▶ [Try it] If a line in the data has the string "Достоевского", please show it.

▶ [Excerpted records]
----------

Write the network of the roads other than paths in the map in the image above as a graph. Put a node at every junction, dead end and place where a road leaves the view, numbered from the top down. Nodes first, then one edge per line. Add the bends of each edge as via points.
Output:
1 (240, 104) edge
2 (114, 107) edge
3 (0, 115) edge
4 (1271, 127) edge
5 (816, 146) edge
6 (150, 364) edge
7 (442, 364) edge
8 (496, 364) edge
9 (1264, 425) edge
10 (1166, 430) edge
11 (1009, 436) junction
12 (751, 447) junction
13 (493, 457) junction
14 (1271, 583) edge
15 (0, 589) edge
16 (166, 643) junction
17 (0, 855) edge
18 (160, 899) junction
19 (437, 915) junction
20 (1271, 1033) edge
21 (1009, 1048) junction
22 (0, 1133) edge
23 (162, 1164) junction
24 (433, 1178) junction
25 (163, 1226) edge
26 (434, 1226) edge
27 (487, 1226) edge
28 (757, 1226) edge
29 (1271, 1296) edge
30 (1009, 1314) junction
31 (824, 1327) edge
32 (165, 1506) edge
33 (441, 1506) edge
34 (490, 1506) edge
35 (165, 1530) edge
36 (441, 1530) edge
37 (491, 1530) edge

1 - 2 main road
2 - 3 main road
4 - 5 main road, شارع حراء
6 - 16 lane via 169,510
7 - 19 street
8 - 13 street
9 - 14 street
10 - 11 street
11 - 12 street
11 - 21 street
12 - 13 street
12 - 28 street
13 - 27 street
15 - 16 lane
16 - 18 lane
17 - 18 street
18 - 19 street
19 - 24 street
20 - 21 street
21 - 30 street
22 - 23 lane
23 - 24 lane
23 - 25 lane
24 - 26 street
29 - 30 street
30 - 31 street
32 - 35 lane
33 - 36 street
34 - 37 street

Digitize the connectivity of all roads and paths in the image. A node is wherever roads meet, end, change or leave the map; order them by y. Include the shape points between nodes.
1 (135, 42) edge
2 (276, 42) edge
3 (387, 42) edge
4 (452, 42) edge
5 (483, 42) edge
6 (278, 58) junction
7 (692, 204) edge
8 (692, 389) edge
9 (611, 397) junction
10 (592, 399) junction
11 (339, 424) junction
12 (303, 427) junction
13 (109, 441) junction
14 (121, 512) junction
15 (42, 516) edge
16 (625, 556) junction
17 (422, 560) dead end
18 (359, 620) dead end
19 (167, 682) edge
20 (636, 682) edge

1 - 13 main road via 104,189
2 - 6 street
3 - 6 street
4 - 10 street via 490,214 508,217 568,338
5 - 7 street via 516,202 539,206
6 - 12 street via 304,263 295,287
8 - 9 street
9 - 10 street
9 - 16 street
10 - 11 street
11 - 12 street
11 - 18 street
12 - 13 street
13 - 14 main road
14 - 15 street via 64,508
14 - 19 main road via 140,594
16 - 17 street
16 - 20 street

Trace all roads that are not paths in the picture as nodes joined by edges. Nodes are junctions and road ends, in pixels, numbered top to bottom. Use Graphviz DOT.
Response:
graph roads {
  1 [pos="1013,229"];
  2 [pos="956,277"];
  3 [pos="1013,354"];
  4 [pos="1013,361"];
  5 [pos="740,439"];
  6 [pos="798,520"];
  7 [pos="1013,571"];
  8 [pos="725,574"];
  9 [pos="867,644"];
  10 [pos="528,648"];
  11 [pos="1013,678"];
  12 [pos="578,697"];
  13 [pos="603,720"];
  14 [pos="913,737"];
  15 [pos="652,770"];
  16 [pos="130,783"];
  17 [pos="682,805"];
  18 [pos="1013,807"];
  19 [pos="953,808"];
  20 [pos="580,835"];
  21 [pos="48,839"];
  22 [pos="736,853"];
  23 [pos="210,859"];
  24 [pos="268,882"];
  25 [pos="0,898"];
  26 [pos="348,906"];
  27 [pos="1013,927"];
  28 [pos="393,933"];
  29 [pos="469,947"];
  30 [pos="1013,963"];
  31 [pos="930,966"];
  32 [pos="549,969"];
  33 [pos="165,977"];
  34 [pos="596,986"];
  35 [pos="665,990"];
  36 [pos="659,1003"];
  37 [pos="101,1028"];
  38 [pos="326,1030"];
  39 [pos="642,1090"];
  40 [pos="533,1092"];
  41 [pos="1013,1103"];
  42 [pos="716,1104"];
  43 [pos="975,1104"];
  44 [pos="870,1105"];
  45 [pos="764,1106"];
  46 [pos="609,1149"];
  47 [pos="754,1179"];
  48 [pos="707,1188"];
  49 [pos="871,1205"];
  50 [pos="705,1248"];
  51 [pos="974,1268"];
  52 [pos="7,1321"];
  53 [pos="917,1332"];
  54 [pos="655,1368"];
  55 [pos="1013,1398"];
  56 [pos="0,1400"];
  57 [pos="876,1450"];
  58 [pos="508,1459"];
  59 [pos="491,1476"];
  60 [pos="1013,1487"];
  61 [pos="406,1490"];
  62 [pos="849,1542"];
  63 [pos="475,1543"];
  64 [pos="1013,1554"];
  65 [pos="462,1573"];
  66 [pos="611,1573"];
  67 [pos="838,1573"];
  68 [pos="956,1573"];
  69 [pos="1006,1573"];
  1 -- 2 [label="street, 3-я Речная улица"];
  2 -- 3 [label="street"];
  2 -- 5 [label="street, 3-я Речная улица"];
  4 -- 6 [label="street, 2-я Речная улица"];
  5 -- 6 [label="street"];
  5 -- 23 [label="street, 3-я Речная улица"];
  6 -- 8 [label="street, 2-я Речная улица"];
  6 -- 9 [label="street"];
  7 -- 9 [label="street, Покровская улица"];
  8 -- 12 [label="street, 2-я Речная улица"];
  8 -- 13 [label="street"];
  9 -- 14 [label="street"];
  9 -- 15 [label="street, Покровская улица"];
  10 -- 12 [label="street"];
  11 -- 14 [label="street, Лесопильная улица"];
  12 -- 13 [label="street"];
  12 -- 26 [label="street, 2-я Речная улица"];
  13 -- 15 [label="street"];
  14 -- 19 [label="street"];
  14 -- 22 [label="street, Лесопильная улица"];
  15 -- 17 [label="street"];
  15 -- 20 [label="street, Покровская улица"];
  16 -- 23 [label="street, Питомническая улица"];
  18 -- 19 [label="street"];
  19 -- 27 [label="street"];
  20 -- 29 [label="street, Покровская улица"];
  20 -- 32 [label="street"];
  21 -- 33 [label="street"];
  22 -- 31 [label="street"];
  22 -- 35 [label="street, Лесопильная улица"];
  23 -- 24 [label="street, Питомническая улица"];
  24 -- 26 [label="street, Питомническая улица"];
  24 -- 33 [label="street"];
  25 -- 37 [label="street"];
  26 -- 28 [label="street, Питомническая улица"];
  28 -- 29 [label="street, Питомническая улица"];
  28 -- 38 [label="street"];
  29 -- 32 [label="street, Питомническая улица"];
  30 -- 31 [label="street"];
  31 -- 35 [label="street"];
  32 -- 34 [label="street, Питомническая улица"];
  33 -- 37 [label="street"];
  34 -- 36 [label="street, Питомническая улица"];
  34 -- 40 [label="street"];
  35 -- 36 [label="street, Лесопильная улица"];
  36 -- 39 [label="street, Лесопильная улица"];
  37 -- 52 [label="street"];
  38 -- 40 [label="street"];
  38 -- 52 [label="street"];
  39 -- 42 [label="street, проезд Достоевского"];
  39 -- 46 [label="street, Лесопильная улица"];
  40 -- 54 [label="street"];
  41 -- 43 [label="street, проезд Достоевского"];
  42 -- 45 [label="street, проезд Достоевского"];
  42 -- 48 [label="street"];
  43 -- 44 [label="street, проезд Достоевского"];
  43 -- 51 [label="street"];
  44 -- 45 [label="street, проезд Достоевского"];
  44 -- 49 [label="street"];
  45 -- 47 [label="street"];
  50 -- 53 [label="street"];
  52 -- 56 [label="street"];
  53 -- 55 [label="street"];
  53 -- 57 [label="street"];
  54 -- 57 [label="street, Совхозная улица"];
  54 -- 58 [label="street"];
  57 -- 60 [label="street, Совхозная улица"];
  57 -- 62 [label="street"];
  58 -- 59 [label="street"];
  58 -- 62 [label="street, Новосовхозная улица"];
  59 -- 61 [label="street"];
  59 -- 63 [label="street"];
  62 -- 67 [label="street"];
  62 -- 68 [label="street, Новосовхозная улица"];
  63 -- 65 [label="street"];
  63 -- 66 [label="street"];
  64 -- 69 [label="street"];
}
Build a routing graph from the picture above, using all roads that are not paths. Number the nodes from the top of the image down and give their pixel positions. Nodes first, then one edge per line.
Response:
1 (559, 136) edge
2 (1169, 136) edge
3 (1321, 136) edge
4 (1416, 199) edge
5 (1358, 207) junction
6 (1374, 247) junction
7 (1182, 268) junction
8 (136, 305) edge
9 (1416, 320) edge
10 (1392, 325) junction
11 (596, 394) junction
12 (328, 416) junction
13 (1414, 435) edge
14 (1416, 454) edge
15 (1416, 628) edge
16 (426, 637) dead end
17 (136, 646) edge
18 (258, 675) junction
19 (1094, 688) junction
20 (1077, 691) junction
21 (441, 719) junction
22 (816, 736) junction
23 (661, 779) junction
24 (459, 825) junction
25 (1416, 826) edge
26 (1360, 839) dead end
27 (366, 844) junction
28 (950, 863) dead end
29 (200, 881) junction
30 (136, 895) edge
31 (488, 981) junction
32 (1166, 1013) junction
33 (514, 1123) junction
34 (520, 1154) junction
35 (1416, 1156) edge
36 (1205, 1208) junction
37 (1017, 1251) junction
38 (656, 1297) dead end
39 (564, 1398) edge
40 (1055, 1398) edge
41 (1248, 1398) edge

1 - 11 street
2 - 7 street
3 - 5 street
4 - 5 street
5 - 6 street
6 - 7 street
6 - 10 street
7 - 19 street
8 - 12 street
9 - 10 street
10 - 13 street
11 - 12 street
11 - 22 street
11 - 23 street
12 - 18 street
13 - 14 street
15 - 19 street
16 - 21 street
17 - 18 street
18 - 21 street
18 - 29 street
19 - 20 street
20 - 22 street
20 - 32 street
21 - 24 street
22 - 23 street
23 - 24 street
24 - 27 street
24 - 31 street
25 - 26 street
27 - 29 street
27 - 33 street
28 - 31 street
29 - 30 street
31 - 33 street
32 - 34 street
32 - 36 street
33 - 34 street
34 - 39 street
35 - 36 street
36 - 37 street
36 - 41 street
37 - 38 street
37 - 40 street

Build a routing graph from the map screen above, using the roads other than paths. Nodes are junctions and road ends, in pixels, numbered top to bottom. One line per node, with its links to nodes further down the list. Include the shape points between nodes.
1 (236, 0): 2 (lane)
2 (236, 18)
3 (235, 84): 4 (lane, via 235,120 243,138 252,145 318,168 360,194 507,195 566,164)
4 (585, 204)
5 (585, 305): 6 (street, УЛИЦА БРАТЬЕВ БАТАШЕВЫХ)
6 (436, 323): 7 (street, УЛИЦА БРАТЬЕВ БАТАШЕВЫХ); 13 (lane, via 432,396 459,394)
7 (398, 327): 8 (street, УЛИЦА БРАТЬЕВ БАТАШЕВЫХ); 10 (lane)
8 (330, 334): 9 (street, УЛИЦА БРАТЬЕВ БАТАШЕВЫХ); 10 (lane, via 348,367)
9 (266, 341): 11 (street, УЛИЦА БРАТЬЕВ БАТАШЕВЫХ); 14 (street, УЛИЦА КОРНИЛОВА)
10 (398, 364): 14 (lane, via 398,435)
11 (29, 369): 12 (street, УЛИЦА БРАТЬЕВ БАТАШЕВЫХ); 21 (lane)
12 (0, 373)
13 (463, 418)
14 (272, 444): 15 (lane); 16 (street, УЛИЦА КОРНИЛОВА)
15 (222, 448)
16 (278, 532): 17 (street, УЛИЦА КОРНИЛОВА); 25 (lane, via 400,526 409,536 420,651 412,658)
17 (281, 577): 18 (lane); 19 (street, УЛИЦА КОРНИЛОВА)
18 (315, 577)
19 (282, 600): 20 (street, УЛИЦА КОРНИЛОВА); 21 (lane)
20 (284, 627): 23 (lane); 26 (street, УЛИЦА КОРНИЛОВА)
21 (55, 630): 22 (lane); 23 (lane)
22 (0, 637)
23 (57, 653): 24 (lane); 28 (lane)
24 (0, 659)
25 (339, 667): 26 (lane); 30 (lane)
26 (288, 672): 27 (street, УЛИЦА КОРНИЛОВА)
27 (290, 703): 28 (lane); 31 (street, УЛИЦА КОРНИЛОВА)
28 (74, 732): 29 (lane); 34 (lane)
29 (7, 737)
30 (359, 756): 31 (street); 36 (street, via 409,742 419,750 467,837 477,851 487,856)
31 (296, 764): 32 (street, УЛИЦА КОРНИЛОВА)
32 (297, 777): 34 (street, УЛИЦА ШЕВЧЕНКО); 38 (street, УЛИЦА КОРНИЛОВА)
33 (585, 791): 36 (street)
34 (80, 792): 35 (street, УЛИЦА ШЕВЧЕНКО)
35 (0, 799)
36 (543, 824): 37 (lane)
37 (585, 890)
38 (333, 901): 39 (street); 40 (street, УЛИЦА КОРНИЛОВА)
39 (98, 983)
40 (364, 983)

----------

▶ [Exercise response]
  39 -- 42 [label="street, проезд Достоевского"];
  41 -- 43 [label="street, проезд Достоевского"];
  42 -- 45 [label="street, проезд Достоевского"];
  43 -- 44 [label="street, проезд Достоевского"];
  44 -- 45 [label="street, проезд Достоевского"];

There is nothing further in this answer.